Rootless affine container

[dr3st]

Hi all,

first of all, I would like to thank you for this application. I installed it on my server and noticed that the Affine container (and Node application) is running as root:root.

So I tried to reduce permissions and change the user to node:node, which is already defined in the Node images that you use as a base image (FROM node:22-bookworm-slim).

The main issue I ran into was that /app/src/schema.gql is owned by root:root, so the Node application is unable to update the file when running as the node user.

I would like to suggest making the image more secure by altering the Dockerfile as follows:

RUN apt-get update && \
  apt-get install -y --no-install-recommends openssl && \
  rm -rf /var/lib/apt/lists/* && \
  chown node:node /app/src/schema.gql

USER node

The main problem is that existing installations are owned by root:root, and the storage/config is mounted at /root/.affine/..., which would also need to be manually fixed by users.

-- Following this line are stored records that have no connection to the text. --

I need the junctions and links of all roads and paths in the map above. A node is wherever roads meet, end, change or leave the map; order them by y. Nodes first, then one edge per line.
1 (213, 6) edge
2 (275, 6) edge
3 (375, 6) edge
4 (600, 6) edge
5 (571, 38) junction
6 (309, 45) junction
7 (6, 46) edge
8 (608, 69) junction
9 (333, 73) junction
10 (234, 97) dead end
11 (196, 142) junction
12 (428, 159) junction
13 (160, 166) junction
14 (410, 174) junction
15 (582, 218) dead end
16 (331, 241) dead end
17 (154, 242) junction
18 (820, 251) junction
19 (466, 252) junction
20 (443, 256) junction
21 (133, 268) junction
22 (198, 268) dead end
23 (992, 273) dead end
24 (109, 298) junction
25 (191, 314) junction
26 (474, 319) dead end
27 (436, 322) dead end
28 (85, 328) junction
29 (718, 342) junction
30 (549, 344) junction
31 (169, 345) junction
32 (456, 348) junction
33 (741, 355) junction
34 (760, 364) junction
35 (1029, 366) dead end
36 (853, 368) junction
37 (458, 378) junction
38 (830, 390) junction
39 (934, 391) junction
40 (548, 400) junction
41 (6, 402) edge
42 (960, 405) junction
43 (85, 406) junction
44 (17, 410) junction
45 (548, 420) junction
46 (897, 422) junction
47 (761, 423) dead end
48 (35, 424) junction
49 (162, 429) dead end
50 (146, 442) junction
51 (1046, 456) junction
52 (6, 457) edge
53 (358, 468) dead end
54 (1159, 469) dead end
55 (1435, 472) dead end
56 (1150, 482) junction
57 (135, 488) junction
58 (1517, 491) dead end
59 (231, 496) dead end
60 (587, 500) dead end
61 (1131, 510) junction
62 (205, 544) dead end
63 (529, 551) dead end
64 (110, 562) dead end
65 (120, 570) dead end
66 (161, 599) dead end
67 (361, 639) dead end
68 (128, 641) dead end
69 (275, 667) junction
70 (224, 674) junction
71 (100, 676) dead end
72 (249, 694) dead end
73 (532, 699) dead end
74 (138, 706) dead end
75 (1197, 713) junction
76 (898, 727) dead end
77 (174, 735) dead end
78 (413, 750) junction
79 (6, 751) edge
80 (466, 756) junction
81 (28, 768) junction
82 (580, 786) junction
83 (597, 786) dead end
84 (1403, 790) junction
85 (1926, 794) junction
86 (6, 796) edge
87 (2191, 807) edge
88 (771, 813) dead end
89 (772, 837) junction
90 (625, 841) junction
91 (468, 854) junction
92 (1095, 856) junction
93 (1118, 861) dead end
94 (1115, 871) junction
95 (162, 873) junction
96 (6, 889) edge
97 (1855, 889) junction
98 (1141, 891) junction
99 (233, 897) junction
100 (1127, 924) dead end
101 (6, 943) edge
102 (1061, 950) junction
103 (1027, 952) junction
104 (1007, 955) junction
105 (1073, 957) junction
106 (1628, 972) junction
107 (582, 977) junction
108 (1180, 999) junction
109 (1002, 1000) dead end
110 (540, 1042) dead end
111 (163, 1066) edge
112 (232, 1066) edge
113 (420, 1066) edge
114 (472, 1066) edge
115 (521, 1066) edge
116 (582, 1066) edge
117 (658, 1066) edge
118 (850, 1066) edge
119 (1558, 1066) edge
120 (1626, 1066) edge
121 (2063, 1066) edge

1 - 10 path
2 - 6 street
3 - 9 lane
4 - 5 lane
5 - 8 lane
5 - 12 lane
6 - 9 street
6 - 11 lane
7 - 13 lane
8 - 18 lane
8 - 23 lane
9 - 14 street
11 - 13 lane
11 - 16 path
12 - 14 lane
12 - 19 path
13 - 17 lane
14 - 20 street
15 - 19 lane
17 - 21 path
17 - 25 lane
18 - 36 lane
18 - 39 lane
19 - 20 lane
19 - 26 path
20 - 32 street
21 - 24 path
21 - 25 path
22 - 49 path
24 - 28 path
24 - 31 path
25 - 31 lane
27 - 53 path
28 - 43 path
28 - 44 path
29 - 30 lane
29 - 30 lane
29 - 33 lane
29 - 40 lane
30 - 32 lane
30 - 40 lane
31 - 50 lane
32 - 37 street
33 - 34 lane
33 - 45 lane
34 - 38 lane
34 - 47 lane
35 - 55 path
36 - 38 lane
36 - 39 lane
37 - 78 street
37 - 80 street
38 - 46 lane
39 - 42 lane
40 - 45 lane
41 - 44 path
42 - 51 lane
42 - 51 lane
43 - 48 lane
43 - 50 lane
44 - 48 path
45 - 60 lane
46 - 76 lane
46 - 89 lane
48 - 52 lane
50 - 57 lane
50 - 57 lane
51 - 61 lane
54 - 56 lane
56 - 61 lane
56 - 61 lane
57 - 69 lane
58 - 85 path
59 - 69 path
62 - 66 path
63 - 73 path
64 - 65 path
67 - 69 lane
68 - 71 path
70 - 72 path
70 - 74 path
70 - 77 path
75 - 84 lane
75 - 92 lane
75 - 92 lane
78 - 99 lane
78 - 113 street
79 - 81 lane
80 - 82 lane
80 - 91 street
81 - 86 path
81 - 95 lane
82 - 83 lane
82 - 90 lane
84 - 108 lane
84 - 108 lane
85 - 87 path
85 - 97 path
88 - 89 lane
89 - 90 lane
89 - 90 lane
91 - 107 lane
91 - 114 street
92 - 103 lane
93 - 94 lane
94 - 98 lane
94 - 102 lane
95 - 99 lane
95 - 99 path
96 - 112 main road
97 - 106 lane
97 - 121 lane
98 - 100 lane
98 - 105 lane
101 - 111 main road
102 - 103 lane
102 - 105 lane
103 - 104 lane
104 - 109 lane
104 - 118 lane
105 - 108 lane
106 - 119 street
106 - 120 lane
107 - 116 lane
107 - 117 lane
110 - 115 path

If you consider this change too "breaking", I would at least suggest fixing the ownership issue so that users can run the container with a non-root user without encountering startup errors. 😄

Here’s an example of what happens when running the container as the node user without fixing the permissions:

node@4c73764ec9ce:/app$ /usr/local/bin/docker-entrypoint.sh node ./dist/main.js
node:internal/fs/promises:633
  return new FileHandle(await PromisePrototypeThen(
                        ^

Error: EACCES: permission denied, open '/app/src/schema.gql'
    at async open (node:internal/fs/promises:633:25)
    at async Object.writeFile (node:internal/fs/promises:1207:14)
    at async FileSystemHelper.writeFile (/app/node_modules/@nestjs/graphql/dist/schema-builder/helpers/file-system.helper.js:11:13)
    at async GraphQLSchemaBuilder.generateSchema (/app/node_modules/@nestjs/graphql/dist/graphql-schema.builder.js:51:13)
    at async GraphQLSchemaBuilder.build (/app/node_modules/@nestjs/graphql/dist/graphql-schema.builder.js:22:20)
    at async GraphQLFactory.generateSchema (/app/node_modules/@nestjs/graphql/dist/graphql.factory.js:31:41)
    at async GraphQLModule.onModuleInit (/app/node_modules/@nestjs/graphql/dist/graphql.module.js:112:27)
    at async callModuleInitHook (/app/node_modules/@nestjs/core/hooks/on-module-init.hook.js:51:9)
    at async NestApplication.callInitHook (/app/node_modules/@nestjs/core/nest-application-context.js:242:13)
    at async NestApplication.init (/app/node_modules/@nestjs/core/nest-application.js:100:9) {
  errno: -13,
  code: 'EACCES',
  syscall: 'open',
  path: '/app/src/schema.gql'
}

Any suggestions here? I’d be happy to open a PR if you think this change would be helpful.

[ton-An]

I would also find this helpful! Just ran into it.